Le marché, développé en Amérique du Sud (Brésil, Argentine, Equateur) et en Asie (Chine, Japon, Corée), n'est pour l'instant que prospectif aux Etats-Unis et dans l'Union Européenne où la stevia n'est autorisée que comme complément alimentaire ou cosmétique, en attendant l'avis des scientifiques.

"La demande est énorme dans le monde entier. Mais le lobby du sucre veut freiner l'importation de ce produit révolutionnaire, au goût naturel et sans danger pour la santé", affirme M. Gonzalez, en allusion aux risques de cancer régulièrement évoqués pour les édulcorants chimiques comme l'aspartame.

Des études, réalisées par la Faculté de médecine de l'Université d'Asuncion, ont attribué une longue liste de vertus à cette plante à la fois anti-oxydante, anti-inflammatoire et anti-bactérienne, qui agit de manière bénéfique dans le cas de maladies comme le diabète, l'hypertension ou même les caries.

La "stévioside", la molécule complexe contenue dans ses feuilles, offre aussi au consommateur l'avantage sur les édulcorants chimiques de pouvoir être cuit puisqu'elle supporte une température de 200 degrés.

Mais ses promoteurs signalent bien d'autres usages.
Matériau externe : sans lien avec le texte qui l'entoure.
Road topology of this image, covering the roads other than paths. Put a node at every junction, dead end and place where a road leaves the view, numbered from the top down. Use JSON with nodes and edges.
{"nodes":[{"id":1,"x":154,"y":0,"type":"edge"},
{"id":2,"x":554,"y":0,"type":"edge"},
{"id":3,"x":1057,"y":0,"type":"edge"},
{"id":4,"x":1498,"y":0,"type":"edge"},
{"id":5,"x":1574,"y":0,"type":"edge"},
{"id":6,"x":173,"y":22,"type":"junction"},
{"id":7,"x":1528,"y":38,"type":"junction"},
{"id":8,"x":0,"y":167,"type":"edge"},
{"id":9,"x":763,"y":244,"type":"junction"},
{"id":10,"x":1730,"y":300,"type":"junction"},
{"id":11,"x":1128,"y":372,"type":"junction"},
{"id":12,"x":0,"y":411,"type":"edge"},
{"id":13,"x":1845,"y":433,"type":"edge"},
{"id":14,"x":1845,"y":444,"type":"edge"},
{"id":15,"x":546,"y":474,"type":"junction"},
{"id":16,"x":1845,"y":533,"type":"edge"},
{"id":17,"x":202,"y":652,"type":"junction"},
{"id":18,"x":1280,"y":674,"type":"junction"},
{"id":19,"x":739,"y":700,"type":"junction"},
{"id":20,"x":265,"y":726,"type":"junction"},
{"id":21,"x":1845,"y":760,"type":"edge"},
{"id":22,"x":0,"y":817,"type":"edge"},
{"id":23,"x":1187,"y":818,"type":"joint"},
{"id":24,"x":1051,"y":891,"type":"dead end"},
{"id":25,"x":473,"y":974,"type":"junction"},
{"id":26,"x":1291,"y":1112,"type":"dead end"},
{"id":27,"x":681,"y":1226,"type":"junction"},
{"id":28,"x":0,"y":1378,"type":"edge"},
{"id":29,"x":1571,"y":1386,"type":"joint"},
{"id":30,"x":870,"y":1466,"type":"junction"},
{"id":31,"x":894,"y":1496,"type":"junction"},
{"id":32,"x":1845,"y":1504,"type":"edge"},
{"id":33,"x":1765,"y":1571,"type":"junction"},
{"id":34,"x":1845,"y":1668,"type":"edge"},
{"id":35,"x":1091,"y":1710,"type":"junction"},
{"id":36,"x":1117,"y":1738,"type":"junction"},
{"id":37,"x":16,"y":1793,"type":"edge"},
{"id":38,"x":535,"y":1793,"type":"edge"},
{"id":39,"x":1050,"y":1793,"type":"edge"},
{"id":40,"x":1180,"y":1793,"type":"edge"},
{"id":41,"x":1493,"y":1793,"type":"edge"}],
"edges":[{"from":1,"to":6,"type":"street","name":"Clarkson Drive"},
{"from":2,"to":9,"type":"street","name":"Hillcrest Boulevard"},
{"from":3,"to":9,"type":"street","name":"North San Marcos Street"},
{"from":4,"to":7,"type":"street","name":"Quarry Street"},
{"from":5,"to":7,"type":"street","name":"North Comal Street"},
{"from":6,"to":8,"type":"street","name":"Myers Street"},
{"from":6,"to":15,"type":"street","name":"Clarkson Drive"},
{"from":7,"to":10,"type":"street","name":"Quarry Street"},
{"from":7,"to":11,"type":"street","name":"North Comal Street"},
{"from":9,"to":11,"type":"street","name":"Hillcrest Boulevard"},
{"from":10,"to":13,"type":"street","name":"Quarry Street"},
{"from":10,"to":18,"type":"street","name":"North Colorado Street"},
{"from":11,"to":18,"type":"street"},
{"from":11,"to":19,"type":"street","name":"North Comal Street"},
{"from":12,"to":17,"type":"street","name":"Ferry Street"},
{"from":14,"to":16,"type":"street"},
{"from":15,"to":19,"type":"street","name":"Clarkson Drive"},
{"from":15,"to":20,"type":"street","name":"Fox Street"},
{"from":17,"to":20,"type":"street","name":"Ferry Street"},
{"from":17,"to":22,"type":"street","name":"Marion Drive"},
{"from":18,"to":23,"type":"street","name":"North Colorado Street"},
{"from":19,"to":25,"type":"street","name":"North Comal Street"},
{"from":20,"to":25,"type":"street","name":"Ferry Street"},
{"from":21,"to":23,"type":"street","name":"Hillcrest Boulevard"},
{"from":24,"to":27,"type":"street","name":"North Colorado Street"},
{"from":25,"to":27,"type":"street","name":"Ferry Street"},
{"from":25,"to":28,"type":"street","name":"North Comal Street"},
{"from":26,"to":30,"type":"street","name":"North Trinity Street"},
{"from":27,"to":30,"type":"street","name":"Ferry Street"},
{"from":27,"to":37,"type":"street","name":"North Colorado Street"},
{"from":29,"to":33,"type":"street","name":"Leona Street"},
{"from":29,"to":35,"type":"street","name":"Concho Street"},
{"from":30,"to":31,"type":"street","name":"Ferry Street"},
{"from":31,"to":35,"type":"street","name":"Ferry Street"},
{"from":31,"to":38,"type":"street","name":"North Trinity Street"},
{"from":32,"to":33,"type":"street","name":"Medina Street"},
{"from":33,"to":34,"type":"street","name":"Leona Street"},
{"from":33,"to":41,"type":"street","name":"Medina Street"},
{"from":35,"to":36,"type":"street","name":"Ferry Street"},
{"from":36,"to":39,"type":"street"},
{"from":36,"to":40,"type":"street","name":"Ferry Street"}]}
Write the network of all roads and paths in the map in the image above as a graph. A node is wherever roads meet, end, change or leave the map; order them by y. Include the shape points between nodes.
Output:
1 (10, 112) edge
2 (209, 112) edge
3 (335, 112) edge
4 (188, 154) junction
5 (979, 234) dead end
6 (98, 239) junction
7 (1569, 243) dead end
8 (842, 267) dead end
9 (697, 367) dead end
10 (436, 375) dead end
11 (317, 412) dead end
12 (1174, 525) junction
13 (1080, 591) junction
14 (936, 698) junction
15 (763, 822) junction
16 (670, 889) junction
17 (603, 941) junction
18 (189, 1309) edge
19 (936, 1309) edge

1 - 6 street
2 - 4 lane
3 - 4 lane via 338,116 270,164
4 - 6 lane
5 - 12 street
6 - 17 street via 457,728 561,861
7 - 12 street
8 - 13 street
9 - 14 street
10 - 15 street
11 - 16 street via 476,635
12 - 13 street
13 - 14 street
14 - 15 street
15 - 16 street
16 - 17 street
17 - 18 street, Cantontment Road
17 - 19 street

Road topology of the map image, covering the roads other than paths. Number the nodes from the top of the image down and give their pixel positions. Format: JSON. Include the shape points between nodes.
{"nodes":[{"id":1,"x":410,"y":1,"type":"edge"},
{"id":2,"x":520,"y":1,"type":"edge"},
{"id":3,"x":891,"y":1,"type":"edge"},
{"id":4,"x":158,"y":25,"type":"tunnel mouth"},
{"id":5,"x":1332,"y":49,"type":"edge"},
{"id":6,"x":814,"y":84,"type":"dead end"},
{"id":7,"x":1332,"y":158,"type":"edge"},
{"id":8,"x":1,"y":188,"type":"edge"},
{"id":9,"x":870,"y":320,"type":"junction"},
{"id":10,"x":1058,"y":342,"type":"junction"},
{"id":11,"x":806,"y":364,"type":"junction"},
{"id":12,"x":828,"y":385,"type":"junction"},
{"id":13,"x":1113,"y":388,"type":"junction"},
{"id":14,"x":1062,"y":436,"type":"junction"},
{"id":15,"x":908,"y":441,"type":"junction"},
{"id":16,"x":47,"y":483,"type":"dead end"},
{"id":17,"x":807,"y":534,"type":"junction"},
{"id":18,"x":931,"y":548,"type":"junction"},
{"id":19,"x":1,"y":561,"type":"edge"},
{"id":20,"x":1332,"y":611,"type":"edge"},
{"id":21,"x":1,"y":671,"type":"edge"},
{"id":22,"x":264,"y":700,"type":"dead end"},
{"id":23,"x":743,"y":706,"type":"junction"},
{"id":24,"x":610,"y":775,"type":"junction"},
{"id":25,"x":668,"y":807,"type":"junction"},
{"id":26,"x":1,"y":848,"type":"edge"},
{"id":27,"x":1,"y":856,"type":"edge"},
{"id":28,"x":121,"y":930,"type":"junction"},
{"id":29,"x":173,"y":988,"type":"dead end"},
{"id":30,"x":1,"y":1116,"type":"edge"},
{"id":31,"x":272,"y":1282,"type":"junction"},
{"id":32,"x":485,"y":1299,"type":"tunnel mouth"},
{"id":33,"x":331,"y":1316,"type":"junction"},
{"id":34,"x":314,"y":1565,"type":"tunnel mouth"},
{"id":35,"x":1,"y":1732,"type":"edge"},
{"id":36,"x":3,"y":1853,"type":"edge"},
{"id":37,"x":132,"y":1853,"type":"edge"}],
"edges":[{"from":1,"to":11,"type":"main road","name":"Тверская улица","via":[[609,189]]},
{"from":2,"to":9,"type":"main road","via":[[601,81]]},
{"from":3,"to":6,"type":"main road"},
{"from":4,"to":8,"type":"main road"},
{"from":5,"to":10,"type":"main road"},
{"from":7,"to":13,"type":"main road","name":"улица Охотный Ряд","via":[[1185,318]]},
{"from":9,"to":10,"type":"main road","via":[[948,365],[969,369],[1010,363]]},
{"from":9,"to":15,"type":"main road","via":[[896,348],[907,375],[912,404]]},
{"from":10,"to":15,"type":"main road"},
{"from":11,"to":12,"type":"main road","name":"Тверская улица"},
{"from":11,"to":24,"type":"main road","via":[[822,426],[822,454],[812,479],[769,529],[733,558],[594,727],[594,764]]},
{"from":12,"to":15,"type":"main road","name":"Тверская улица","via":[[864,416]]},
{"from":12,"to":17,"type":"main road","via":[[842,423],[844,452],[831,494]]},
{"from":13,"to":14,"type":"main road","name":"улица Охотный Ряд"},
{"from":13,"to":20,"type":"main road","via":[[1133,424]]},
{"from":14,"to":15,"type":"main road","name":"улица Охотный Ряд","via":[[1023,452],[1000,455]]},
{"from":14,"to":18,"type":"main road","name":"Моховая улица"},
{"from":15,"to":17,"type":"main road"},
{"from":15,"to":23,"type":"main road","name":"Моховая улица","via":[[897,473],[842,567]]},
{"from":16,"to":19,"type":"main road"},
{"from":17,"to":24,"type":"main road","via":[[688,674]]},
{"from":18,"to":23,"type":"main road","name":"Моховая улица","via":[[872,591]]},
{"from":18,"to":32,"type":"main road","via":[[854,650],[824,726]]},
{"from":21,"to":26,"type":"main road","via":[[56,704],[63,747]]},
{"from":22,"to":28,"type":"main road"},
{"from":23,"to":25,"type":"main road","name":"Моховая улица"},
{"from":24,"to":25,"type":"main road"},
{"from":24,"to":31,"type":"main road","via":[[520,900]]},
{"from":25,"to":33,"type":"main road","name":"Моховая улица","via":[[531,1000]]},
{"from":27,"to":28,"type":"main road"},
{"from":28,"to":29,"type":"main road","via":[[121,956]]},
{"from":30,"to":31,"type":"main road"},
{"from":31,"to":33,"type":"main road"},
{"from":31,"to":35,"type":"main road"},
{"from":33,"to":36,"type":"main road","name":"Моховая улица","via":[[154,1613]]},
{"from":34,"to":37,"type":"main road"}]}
Mêlée à l'engrais, elle confère une saveur sucrée aux fruits. Comme fourrage, elle améliore la qualité du bétail.

En 10 ans, la culture de la plante, un petit arbuste de 60 cm de haut natif de la région tropicale dans le nord-est du Paraguay, est passée de 350 à 1 500 hectares. Les autorités espèrent au moins décupler cette surface d'ici cinq ans, visant une production d'environ 18 000 tonnes de feuilles séchées.

Or, un kilogramme de "cristal" de stevia, la poudre obtenue à partir de douze kilos de feuilles, peut s'exporter au prix de 40 à 100 dollars, suivant son degré de pureté.

Conscient du pactole pour cette nation agricole de 6 millions d'habitants où la pauvreté frappe près de la moitié de la population, le Paraguay a entamé une démarche internationale afin d'obtenir une "appellation d'origine".

Car, ironie de l'histoire pour ce pays roi de tous les trafics, ses plants de stevia ont été contrefaits en Asie depuis trente ans, et le premier producteur mondial n'est autre que la Chine, avec 20 000 hectares.

Pionnier de la stevia au Paraguay, la société Emporio Guarani, qui cultive la plante et en extrait l'édulcorant végétal à l'aide de longs alambics dans son usine de Luque (à 10 km d'Asuncion), ne semble pas s'inquiéter de la concurrence asiatique.

"La terre de la stevia est ici. Grâce à notre climat, on peut faire trois récoltes par an contre une seule en Chine", souligne sa gérante, Maria Teresa Aguilera, qui affirme avoir été contactée, depuis l'annonce de Coca Cola, par des "entreprises de tous les continents".